◆ Exercise objective: Each line of the data must reappear exactly in your answer, with no images included.

----------------------------------------

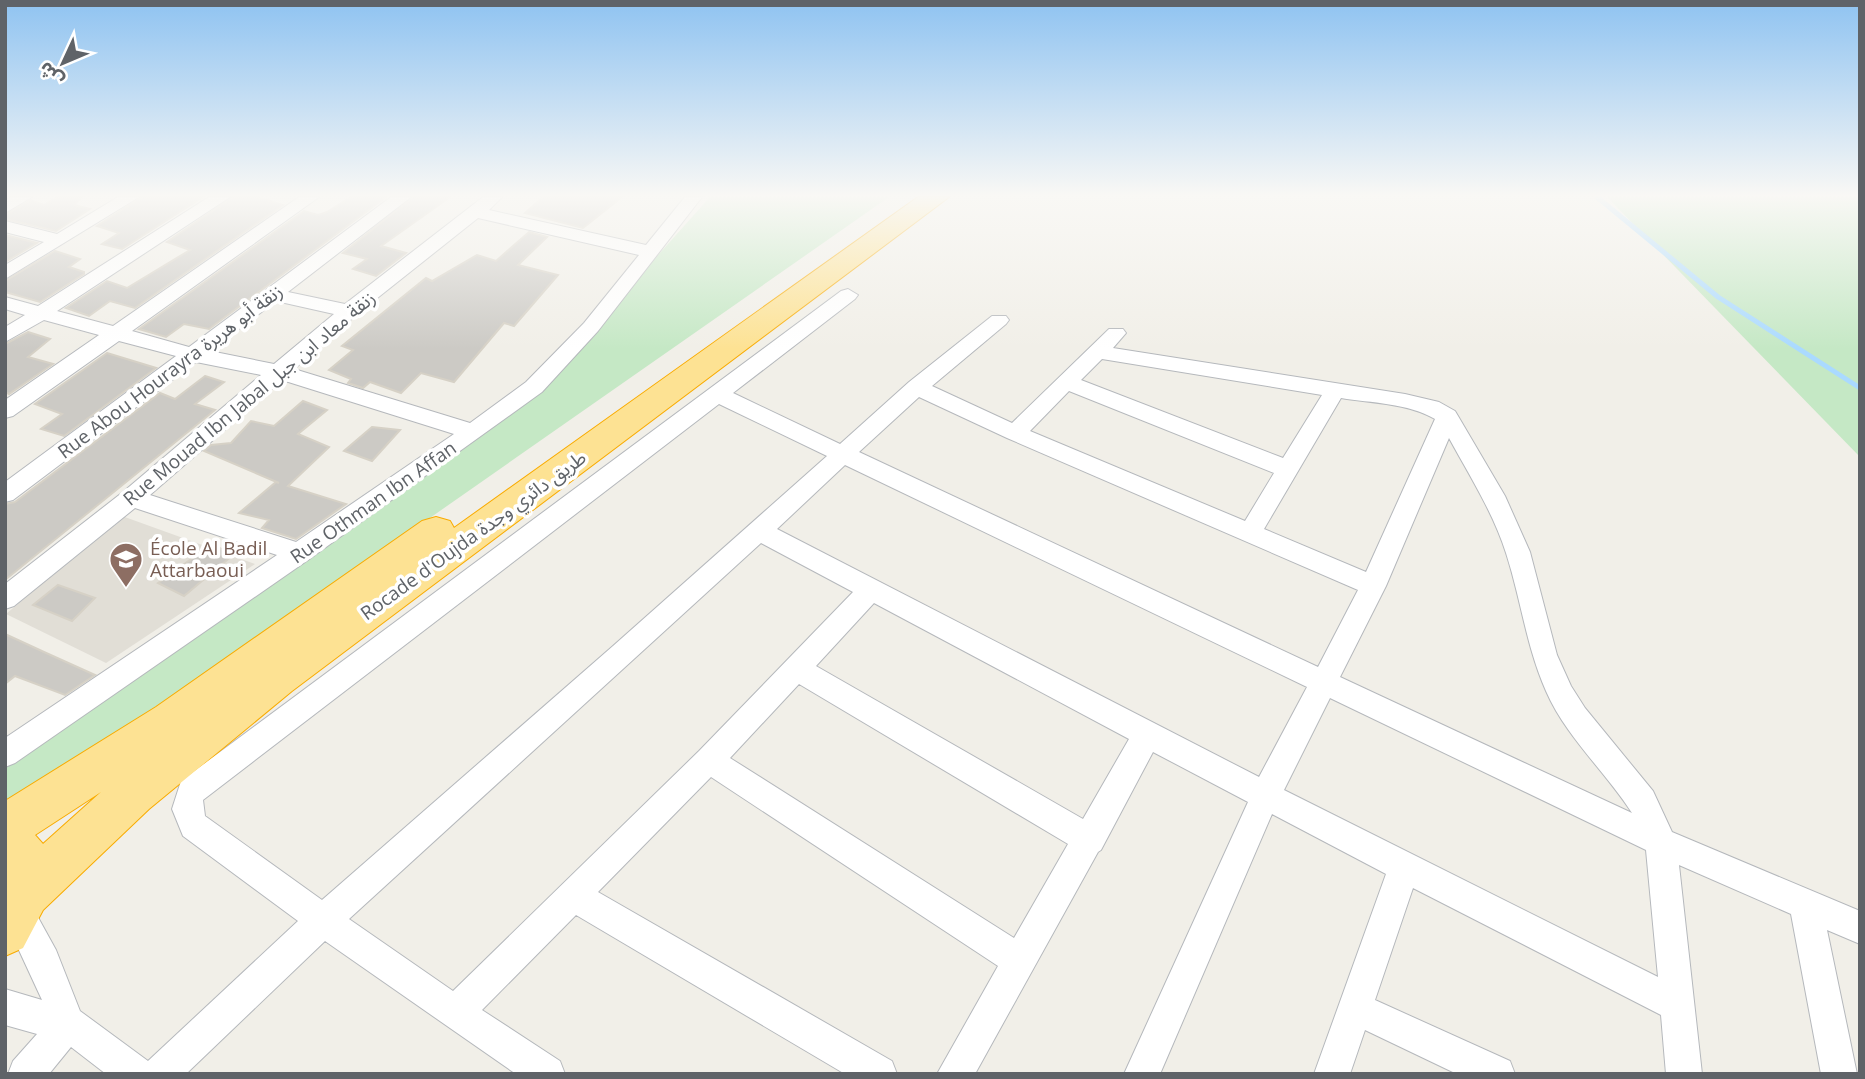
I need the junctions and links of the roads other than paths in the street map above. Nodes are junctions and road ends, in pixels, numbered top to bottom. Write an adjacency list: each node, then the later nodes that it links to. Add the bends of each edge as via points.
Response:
1 (47, 247): 11 (street)
2 (143, 247): 16 (street)
3 (238, 247): 18 (street)
4 (335, 247): 12 (street, Rue Abou Hourayra زنقة أبو هريرة)
5 (431, 247): 15 (street, Rue Mouad Ibn Jabal زنقة معاد ابن جبل)
6 (631, 247): 10 (street)
7 (655, 247): 10 (street, Rue Othman Ibn Affan)
8 (835, 247): 46 (highway, Rocade d'Oujda طريق دائري وجدة, via 172,721)
9 (867, 247): 53 (highway, Rocade d'Oujda طريق دائري وجدة, via 277,678 132,794)
10 (651, 252): 28 (street, Rue Othman Ibn Affan, via 548,374)
11 (5, 272)
12 (273, 295): 15 (street); 20 (street, Rue Abou Hourayra زنقة أبو هريرة)
13 (848, 296): 25 (street)
14 (5, 303): 16 (street)
15 (349, 311): 21 (street, Rue Mouad Ibn Jabal زنقة معاد ابن جبل)
16 (41, 313): 18 (street); 19 (street)
17 (999, 320): 23 (street)
18 (115, 332): 20 (street); 26 (street)
19 (5, 336)
20 (195, 355): 21 (street); 32 (street, Rue Abou Hourayra زنقة أبو هريرة)
21 (281, 372): 28 (street); 33 (street, Rue Mouad Ibn Jabal زنقة معاد ابن جبل)
22 (1068, 383): 24 (street, via 1107,343); 29 (street); 31 (street)
23 (917, 387): 29 (street); 30 (street)
24 (1335, 390): 27 (street, via 1418,403); 31 (street)
25 (717, 394): 30 (street); 54 (street, via 192,791 187,810 194,826)
26 (5, 411)
27 (1447, 416): 37 (street); 48 (street, via 1493,496 1518,552 1545,655 1560,692 1575,718 1642,802)
28 (473, 432): 36 (street, Rue Othman Ibn Affan)
29 (1015, 433): 35 (street)
30 (842, 455): 34 (street); 41 (street)
31 (1288, 469): 35 (street)
32 (5, 494)
33 (131, 498): 36 (street); 39 (street, Rue Mouad Ibn Jabal زنقة معاد ابن جبل)
34 (760, 531): 38 (street); 54 (street)
35 (1250, 533): 37 (street)
36 (299, 553): 43 (street, Rue Othman Ibn Affan)
37 (1373, 586): 41 (street)
38 (871, 590): 40 (street); 42 (street)
39 (5, 599)
40 (795, 668): 44 (street); 47 (street)
41 (1326, 683): 45 (street); 48 (street)
42 (1147, 735): 45 (street); 47 (street)
43 (5, 754)
44 (709, 760): 51 (street); 56 (street)
45 (1266, 794): 50 (street); 68 (street)
46 (5, 828)
47 (1090, 840): 56 (street)
48 (1661, 842): 52 (street); 57 (street)
49 (5, 845): 53 (highway, via 20,853 27,864 29,877)
50 (1404, 869): 57 (street); 59 (street)
51 (573, 895): 60 (street); 66 (street)
52 (1805, 904): 55 (street); 72 (street)
53 (17, 912): 61 (street, via 44,962)
54 (323, 920): 60 (street); 64 (street)
55 (1860, 928)
56 (1018, 960): 67 (street)
57 (1677, 1005): 71 (street)
58 (5, 1006): 61 (street)
59 (1355, 1008): 69 (street); 70 (street)
60 (456, 1012): 65 (street)
61 (68, 1023): 62 (street); 63 (street)
62 (26, 1074)
63 (136, 1074)
64 (160, 1074)
65 (547, 1074)
66 (879, 1074)
67 (955, 1074)
68 (1142, 1074)
69 (1332, 1074)
70 (1497, 1074)
71 (1684, 1074)
72 (1839, 1074)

----------------------------------------

◆ Problem solution:
I need the junctions and links of the roads other than paths in the street map above. Nodes are junctions and road ends, in pixels, numbered top to bottom. Write an adjacency list: each node, then the later nodes that it links to. Add the bends of each edge as via points.
Response:
1 (47, 247): 11 (street)
2 (143, 247): 16 (street)
3 (238, 247): 18 (street)
4 (335, 247): 12 (street, Rue Abou Hourayra زنقة أبو هريرة)
5 (431, 247): 15 (street, Rue Mouad Ibn Jabal زنقة معاد ابن جبل)
6 (631, 247): 10 (street)
7 (655, 247): 10 (street, Rue Othman Ibn Affan)
8 (835, 247): 46 (highway, Rocade d'Oujda طريق دائري وجدة, via 172,721)
9 (867, 247): 53 (highway, Rocade d'Oujda طريق دائري وجدة, via 277,678 132,794)
10 (651, 252): 28 (street, Rue Othman Ibn Affan, via 548,374)
11 (5, 272)
12 (273, 295): 15 (street); 20 (street, Rue Abou Hourayra زنقة أبو هريرة)
13 (848, 296): 25 (street)
14 (5, 303): 16 (street)
15 (349, 311): 21 (street, Rue Mouad Ibn Jabal زنقة معاد ابن جبل)
16 (41, 313): 18 (street); 19 (street)
17 (999, 320): 23 (street)
18 (115, 332): 20 (street); 26 (street)
19 (5, 336)
20 (195, 355): 21 (street); 32 (street, Rue Abou Hourayra زنقة أبو هريرة)
21 (281, 372): 28 (street); 33 (street, Rue Mouad Ibn Jabal زنقة معاد ابن جبل)
22 (1068, 383): 24 (street, via 1107,343); 29 (street); 31 (street)
23 (917, 387): 29 (street); 30 (street)
24 (1335, 390): 27 (street, via 1418,403); 31 (street)
25 (717, 394): 30 (street); 54 (street, via 192,791 187,810 194,826)
26 (5, 411)
27 (1447, 416): 37 (street); 48 (street, via 1493,496 1518,552 1545,655 1560,692 1575,718 1642,802)
28 (473, 432): 36 (street, Rue Othman Ibn Affan)
29 (1015, 433): 35 (street)
30 (842, 455): 34 (street); 41 (street)
31 (1288, 469): 35 (street)
32 (5, 494)
33 (131, 498): 36 (street); 39 (street, Rue Mouad Ibn Jabal زنقة معاد ابن جبل)
34 (760, 531): 38 (street); 54 (street)
35 (1250, 533): 37 (street)
36 (299, 553): 43 (street, Rue Othman Ibn Affan)
37 (1373, 586): 41 (street)
38 (871, 590): 40 (street); 42 (street)
39 (5, 599)
40 (795, 668): 44 (street); 47 (street)
41 (1326, 683): 45 (street); 48 (street)
42 (1147, 735): 45 (street); 47 (street)
43 (5, 754)
44 (709, 760): 51 (street); 56 (street)
45 (1266, 794): 50 (street); 68 (street)
46 (5, 828)
47 (1090, 840): 56 (street)
48 (1661, 842): 52 (street); 57 (street)
49 (5, 845): 53 (highway, via 20,853 27,864 29,877)
50 (1404, 869): 57 (street); 59 (street)
51 (573, 895): 60 (street); 66 (street)
52 (1805, 904): 55 (street); 72 (street)
53 (17, 912): 61 (street, via 44,962)
54 (323, 920): 60 (street); 64 (street)
55 (1860, 928)
56 (1018, 960): 67 (street)
57 (1677, 1005): 71 (street)
58 (5, 1006): 61 (street)
59 (1355, 1008): 69 (street); 70 (street)
60 (456, 1012): 65 (street)
61 (68, 1023): 62 (street); 63 (street)
62 (26, 1074)
63 (136, 1074)
64 (160, 1074)
65 (547, 1074)
66 (879, 1074)
67 (955, 1074)
68 (1142, 1074)
69 (1332, 1074)
70 (1497, 1074)
71 (1684, 1074)
72 (1839, 1074)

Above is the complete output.